The NTI/1 was compiled under an NEH grant with the sponsorship of the Sonneck Society for American Music. The microfiche is computer output microfiche (COM), recording data directly from computer tape onto fiche without the photographic process and with a high compression of 3,600 entries per microfiche. The text is ASCII character. A printed User's Guide (softbound, 108 pages) gives complete instructions on using the NTI/1.

The National Tune Index is the equivalent of 15,000 pages of printed book text. Issued complete with fiche, binder, and User's Guide. $385.00

THE NATIONAL TUNE INDEX: Early American Wind and Ceremonial Music, 1636-1836 (NTI/2). By Raoul Camus. Fully compatible with NTI/1(above), this second phase of the NTI covers the roots of early American wind band, field music, percussion, and ceremonial music. British, French, and Hessian sources form most of the database with others from Sweden, Belgium, Ireland, and other parts of the UK. The NTI/2, like NTI/1, is an unprecedented foray into an area of early American music heretofore inaccessible and confused. The music covered in this work played a vital role in the life of early America, combining social, religious, military, and ceremonial traditions and experiences. There are seven indexes to the data: 1) TEXT INDEX: first lines, tune names, refrains. 2) MUSIC INDEX: Incipits in scale degrees. 3) MUSIC INDEX: Incipits in stressed note sequence. 4) MUSIC INDEX: incipits in interval sequence with a conversion table for researchers not specialized in music. 5) SOURCE INDEX: Bibliographic and contents details for all cited sources. They are grouped into three genre classifications. 6) AUTHOR INDEX: Name of composer or arranger, text author, compiler, etc. 7) PERFORMER INDEX: Name of performers or organizations mentioned in the source other than title.

The NTI/2 is on computer output microfiche (COM) using state of the art processing. Each fiche is self-explanatory in itself with a summary index of the fiche contents and frame (page) location shown on each fiche. This work is issued in a special fiche storage binder system with archival fiche panels and printed User's Guide. Altogether there are 13,500 entries from 200 sources and is the equivalent of 5,000 pages of printed book format. Published in l989. Complete Edition with fiche binder and User's Guide.-- $195.00

THE VOLUMES OF THE PROCEEDINGS OF THE MTNA (Music Teachers National Association), 1876-1950. A reprint of all the volumes plus a new index and two extra volumes of special interest.

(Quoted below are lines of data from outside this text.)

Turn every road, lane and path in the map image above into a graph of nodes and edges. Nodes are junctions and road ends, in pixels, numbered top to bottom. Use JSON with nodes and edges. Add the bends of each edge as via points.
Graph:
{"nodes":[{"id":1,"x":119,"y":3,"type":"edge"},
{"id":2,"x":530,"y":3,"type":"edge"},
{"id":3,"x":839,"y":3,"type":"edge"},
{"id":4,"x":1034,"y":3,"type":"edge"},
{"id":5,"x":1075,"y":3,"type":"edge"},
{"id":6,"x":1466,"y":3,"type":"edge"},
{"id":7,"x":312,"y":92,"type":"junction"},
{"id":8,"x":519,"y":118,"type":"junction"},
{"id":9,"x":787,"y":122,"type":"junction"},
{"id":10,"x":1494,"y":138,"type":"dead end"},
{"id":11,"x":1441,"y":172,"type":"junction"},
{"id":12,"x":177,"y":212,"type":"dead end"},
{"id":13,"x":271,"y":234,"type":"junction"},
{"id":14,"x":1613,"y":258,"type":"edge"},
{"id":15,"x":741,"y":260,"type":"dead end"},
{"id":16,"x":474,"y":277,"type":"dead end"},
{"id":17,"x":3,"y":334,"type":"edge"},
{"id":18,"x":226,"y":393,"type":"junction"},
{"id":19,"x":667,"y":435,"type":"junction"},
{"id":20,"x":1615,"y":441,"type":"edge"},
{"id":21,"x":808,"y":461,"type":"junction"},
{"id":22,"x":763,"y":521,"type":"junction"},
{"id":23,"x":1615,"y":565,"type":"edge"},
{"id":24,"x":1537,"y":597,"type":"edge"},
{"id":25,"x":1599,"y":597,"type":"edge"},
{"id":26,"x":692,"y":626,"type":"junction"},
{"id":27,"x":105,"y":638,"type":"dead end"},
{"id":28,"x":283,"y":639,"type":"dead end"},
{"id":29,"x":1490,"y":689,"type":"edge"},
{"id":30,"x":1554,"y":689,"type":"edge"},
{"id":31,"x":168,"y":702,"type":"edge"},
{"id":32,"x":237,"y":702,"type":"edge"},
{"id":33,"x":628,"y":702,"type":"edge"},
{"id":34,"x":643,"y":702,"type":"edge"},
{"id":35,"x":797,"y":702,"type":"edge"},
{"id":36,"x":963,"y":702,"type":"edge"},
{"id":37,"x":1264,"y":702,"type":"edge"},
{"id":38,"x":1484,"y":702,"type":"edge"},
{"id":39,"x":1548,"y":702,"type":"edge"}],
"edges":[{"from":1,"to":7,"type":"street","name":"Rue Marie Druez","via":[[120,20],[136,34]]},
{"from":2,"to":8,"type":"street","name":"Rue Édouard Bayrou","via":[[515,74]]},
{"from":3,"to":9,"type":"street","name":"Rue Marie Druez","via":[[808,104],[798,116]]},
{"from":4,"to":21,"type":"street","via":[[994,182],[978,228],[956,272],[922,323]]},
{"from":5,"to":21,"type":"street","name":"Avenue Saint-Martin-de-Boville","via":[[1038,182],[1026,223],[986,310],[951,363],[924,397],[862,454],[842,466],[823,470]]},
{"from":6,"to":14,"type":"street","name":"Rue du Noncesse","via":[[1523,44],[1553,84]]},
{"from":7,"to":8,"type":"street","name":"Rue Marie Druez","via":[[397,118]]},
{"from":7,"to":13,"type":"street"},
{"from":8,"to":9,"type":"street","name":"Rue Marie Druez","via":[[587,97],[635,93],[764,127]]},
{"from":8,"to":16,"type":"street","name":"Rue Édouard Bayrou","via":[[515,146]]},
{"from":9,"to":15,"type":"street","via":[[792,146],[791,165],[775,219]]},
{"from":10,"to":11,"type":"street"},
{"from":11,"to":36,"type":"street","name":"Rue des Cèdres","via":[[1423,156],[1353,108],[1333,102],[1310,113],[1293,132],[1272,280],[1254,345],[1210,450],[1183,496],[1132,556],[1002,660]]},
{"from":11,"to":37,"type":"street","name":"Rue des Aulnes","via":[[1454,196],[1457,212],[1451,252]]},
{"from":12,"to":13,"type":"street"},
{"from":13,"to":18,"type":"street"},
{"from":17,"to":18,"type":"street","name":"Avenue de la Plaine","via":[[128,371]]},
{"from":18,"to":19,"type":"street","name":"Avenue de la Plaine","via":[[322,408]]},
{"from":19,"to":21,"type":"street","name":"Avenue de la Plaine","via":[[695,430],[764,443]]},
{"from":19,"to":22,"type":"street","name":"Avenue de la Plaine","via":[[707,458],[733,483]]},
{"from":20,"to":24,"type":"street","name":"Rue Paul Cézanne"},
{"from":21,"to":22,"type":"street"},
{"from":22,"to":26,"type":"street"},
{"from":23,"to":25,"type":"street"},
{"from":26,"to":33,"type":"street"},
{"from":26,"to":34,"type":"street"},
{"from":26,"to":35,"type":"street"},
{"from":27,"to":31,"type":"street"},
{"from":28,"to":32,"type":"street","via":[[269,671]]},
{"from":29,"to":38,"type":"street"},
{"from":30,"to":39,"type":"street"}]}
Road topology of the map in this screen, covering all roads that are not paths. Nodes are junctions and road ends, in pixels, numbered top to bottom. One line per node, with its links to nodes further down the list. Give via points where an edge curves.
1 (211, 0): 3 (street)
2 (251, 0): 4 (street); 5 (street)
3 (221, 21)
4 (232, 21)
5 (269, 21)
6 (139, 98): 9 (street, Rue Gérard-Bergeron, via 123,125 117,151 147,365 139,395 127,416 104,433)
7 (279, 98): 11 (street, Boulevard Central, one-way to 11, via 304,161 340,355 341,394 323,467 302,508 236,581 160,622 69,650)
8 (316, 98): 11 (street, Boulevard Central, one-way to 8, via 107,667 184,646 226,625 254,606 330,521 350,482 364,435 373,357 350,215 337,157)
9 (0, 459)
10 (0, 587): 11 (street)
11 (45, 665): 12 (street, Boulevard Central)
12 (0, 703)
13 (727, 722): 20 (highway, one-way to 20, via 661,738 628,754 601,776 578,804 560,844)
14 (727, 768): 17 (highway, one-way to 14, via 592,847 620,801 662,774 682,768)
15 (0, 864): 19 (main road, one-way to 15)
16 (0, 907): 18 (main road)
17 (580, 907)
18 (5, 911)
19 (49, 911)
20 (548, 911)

The complete microfiche publication is in two parts. PART 1:The Volumes of the Proceedings, 1876-1950 totaling 17,300 pages; the Historical Handbook, 1893; and the Souvenir program of the 19th convention, 1897. PART 2: Index to the Volumes, by John Schietroma, New York, 1979. The Index has both subject and author indexes; 300 pages.

The MTNA Volumes are the richest, most varied collection of writings on music to be found in America's past. No research on America's musical life from the last quarter of the 19th century to post-World War II can be complete without reference to these volumes. The MTNA is America's oldest continuing musical organization. Its members throughout its history included performers, conductors, vocal and instrumental teachers, composers, publishers, music librarians, music critics, musicologists and music educators.

The Volumes include over 2,000 articles, addresses, and reports by 871 authors which were published formally each year as bound books. The writings of this wide range of authors understandably cover every aspect of musical life in America and trace the historical path of its development: the growth of music institutions and strengthening of the structure of the professional channels of activity; the conscious work applied by music advocates to improve the fields of scholarship, teaching, performance, and criticism; the unprecedented dissemination of music materials and performances brought on by each new relevant technology. The incipient and mature stages of each of these phenomena are to be found as topics of discussion in some form in the Volumes.

The search through these ample volumes is eased by the included separate Index which has 1,200 subject categories with cross references.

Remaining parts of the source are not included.